About this exercise:
The entries that follow contain images, which should be left out; output everything else exactly.

Information given:

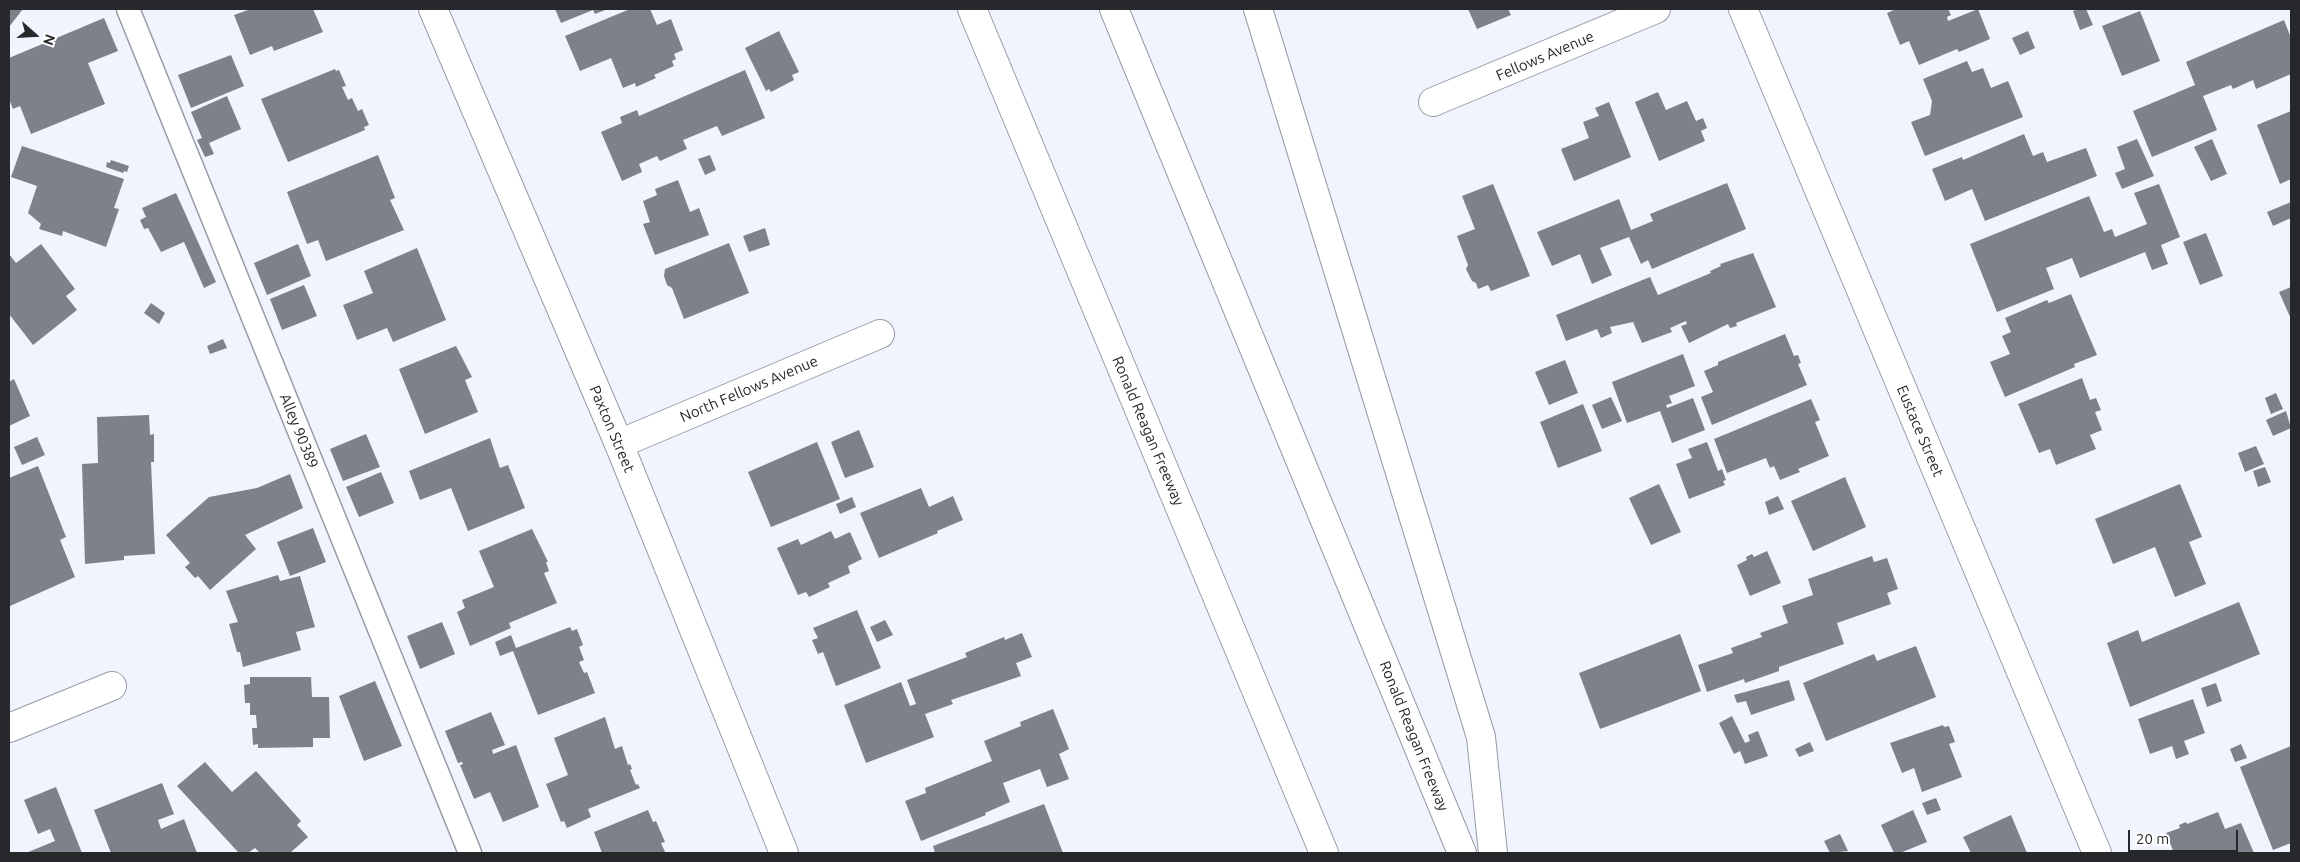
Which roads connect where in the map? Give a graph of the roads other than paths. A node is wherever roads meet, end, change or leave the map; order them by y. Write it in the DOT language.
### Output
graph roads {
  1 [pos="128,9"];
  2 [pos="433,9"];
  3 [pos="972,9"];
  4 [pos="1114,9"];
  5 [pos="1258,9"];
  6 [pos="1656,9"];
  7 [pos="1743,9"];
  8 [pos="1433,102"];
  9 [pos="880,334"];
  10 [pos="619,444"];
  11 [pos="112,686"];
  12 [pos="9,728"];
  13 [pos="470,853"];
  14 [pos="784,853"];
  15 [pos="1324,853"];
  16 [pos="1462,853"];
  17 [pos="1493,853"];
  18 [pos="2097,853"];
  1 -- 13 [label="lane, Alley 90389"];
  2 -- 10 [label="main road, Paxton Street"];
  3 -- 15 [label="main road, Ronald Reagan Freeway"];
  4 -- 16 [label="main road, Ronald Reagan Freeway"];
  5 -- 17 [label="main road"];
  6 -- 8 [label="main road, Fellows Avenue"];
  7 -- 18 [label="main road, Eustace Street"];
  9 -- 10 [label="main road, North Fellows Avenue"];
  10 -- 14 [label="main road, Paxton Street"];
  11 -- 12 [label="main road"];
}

Solution below:
Which roads connect where in the map? Give a graph of the roads other than paths. A node is wherever roads meet, end, change or leave the map; order them by y. Write it in the DOT language.
### Output
graph roads {
  1 [pos="128,9"];
  2 [pos="433,9"];
  3 [pos="972,9"];
  4 [pos="1114,9"];
  5 [pos="1258,9"];
  6 [pos="1656,9"];
  7 [pos="1743,9"];
  8 [pos="1433,102"];
  9 [pos="880,334"];
  10 [pos="619,444"];
  11 [pos="112,686"];
  12 [pos="9,728"];
  13 [pos="470,853"];
  14 [pos="784,853"];
  15 [pos="1324,853"];
  16 [pos="1462,853"];
  17 [pos="1493,853"];
  18 [pos="2097,853"];
  1 -- 13 [label="lane, Alley 90389"];
  2 -- 10 [label="main road, Paxton Street"];
  3 -- 15 [label="main road, Ronald Reagan Freeway"];
  4 -- 16 [label="main road, Ronald Reagan Freeway"];
  5 -- 17 [label="main road"];
  6 -- 8 [label="main road, Fellows Avenue"];
  7 -- 18 [label="main road, Eustace Street"];
  9 -- 10 [label="main road, North Fellows Avenue"];
  10 -- 14 [label="main road, Paxton Street"];
  11 -- 12 [label="main road"];
}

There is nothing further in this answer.